A name like "George Theodosius Wynne-Webb" is ripe for internet searching, and so it proved. GTW Webb was born in 1876, educated at Merchant Taylors. He was first commissioned into the Royal Marines in 1894, resigned at his own request in 1895. His service record (ADM196/62/304) refers to "confidential reports". He then joined a militia unit, the Royal Jersey Artillery from which he was commissioned into the RGA in 1897. He left the RGA in July 1899, circumstances unknown. Almost immediately he sailed for southern Africa and on the outbreak of war was in or near Ladysmith where he became attached to the 10th mountain battery RGA. The Digest of Service for the battery describes him as "Mr Webb", hence The Times describing him as "attached". How this relationship came about is not known, perhaps he had pals in the battery who invited him along. Whatever the nature of the relationship "Mr Webb" accompanied the battery into battle on "Mournful Monday" and was captured in the ensuing debacle on October 30th, 1899. On his release from POW camp Mr Webb did not re-join the battery but instead turns up in Utrecht, eastern Transvaal employed at the customs office. On May 9th, 1901 he enlists with Steinaecker's Horse as Trooper 3783 but dies three weeks later of pneumonia. The connections that saw him attached as a civilian to the 10th mountain battery RGA persist after his death, his name is included on the RA memorial despite him not being a serving officer at the time of his death and his brief, and perhaps chequered, career when he was commissioned. As ever, "worthy of further research" - see this blog.

QM & Hon Captain EJ Piper:
The third example is Quartermaster & Honorary Captain EJ Piper 1st volunteer battalion King's Shropshire Light Infantry (KSLI). He is named on the Devonshire county memorial in Exeter Cathedral, but not the (KSLI) memorial in Shrewsbury which implies Piper did not die on active service with the KSLI. On the medal roll there is a record for a Lieutenant & Quartermaster EJ Piper 5th bn Imperial Yeomanry (IY), roll marked "deceased". His name is not in the official casualty rolls suggesting he died in the UK, but what are the connection between a man from Devon, the IY and the KSLI?

With no first names and a surname like 'Piper' there is not much to search on. Fortunately FindmyPast have uploaded a huge archive of British newspapers which are treasure trove for researchers. Experimenting with different first names "Edwin Piper" drew a direct hit. His obituary was published in the Western Times (Devon) on December 21st, 1900, and full obituary it is too.

Edwin Piper was born about 1841 in (or about) Exeter. He served for 30 years with the volunteers, the last 16 with the 1st vb KSLI and as Supply and Transport Officer, Welsh Border Brigade. On the otubreak of war he was offered the role of Supply and Transport Officer for the 5th bn Imperial Yeomanry, one company of which came from Shropshire.
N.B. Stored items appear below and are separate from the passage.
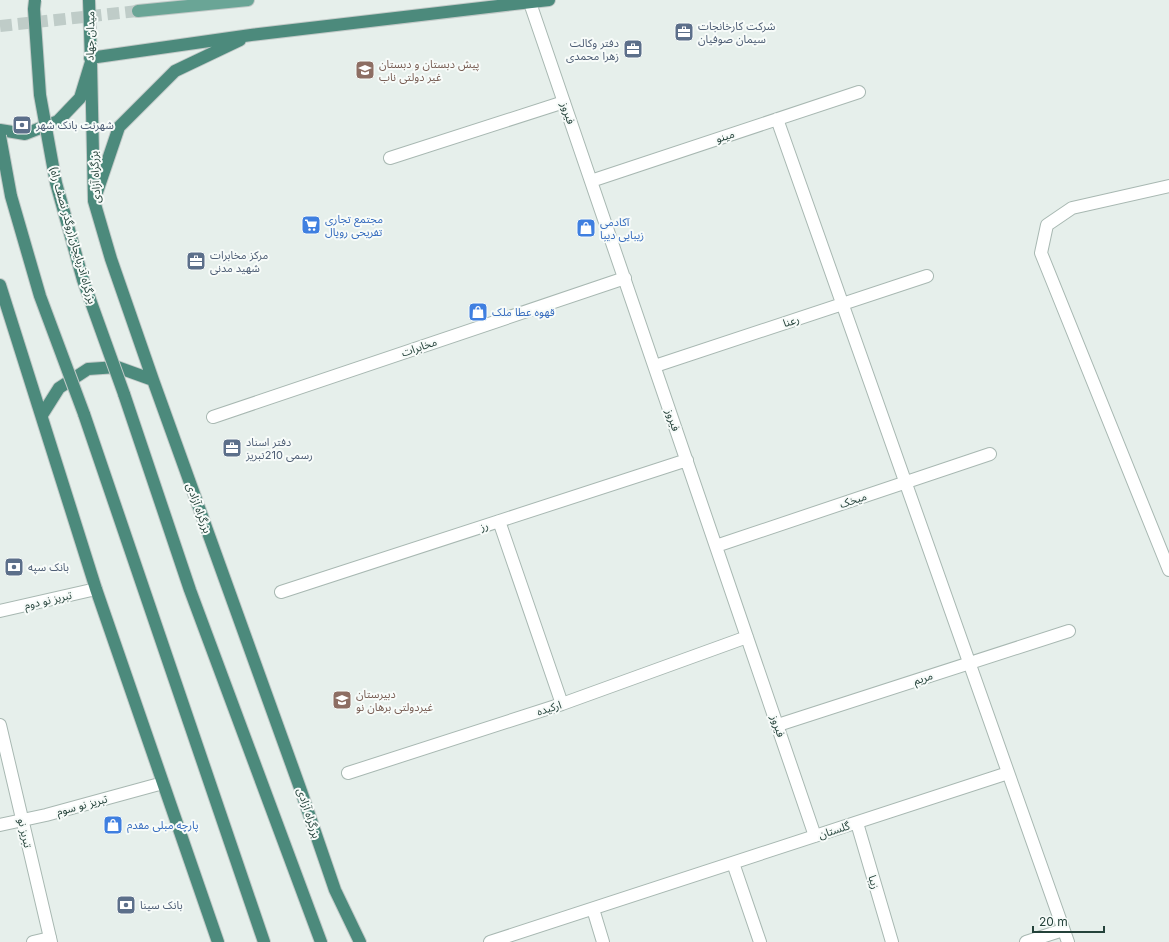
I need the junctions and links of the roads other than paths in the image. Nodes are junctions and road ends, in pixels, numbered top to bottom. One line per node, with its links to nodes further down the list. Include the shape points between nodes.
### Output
1 (35, 0): 55 (highway, بزرگراه آذربایجان(روگذر نصف راه), bridge, via 40,95 56,183 83,280 190,590)
2 (89, 0): 8 (highway, میدان جهاد)
3 (248, 0): 6 (main road)
4 (549, 0): 5 (highway)
5 (530, 3): 7 (highway); 10 (street, فیروز)
6 (138, 11)
7 (251, 34): 8 (highway); 17 (highway, via 175,71 119,127)
8 (91, 60): 12 (highway, میدان جهاد, via 80,98 58,121 25,134); 17 (highway, بزرگراه آزادی)
9 (860, 92): 11 (street, مینو)
10 (564, 102): 14 (street); 15 (street, فیروز)
11 (777, 119): 15 (street, مینو); 21 (street)
12 (0, 130)
13 (0, 136): 54 (highway, bridge, via 11,196 40,296 84,414)
14 (390, 158)
15 (591, 181): 19 (street, فیروز)
16 (1169, 186): 31 (street, via 1072,208 1047,224 1041,253)
17 (94, 201): 23 (highway, بزرگراه آزادی, via 111,259)
18 (927, 276): 21 (street, رعنا)
19 (624, 278): 22 (street, فیروز); 25 (street, مخابرات)
20 (0, 285): 24 (highway)
21 (842, 304): 22 (street, رعنا); 28 (street)
22 (655, 366): 27 (street, فیروز)
23 (153, 380): 24 (highway, via 117,367 88,369 59,388); 56 (highway, بزرگراه آزادی, via 335,890)
24 (42, 415): 32 (highway)
25 (213, 417)
26 (990, 454): 28 (street, میخک)
27 (687, 460): 29 (street, رز); 30 (street, فیروز)
28 (905, 482): 30 (street, میخک); 37 (street)
29 (499, 521): 33 (street, رز); 38 (street)
30 (716, 546): 36 (street, فیروز)
31 (1169, 570)
32 (96, 589): 34 (street, تبریز نو دوم); 43 (highway)
33 (281, 592)
34 (0, 611)
35 (1069, 631): 37 (street, مریم)
36 (747, 637): 38 (street, ارکیده); 40 (street, فیروز)
37 (969, 664): 40 (street, مریم); 42 (street)
38 (562, 704): 41 (street, ارکیده)
39 (0, 724): 44 (street, تبریز نو)
40 (778, 725): 47 (street, فیروز)
41 (348, 773)
42 (1008, 773): 45 (street, گلستان); 50 (street)
43 (163, 783): 44 (street, تبریز نو سوم); 53 (highway)
44 (22, 820): 46 (street, تبریز نو سوم); 51 (street, تبریز نو)
45 (857, 822): 47 (street, گلستان); 60 (street, زیبا)
46 (0, 824)
47 (815, 836): 48 (street, گلستان)
48 (733, 863): 49 (street, گلستان); 59 (street)
49 (593, 909): 57 (street, گلستان); 58 (street)
50 (1063, 930): 61 (street); 62 (street)
51 (50, 940): 52 (street)
52 (33, 942)
53 (218, 942)
54 (264, 942)
55 (321, 942)
56 (360, 942)
57 (490, 942)
58 (603, 942)
59 (760, 942)
60 (892, 942)
61 (1026, 942)
62 (1068, 942)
In South Africa he fell ill with dysentery and enteric and was invalided home. He had two operations in July, but never recovered. He left a widow and six children. He was a deacon in the United Methodist Free Church, Albert St.

I will continue to work through the "odd" casualties on war memorials, one that I am working on know is Lt SP Knowles, formerly 2nd Life Guards. So far I cannot find any likely casualties with which to work on; one day all will be revealed.


International History Conference 2014 - Talana

In October 2014 Meurig presented a paper on war memorials at the
International History Conference: From the Anglo-Boer War to the Great War at Talana Museum, Dundee, Kwazulu-Natal October 2014. Research for this paper has added 200 memorials to The Register - with more to come.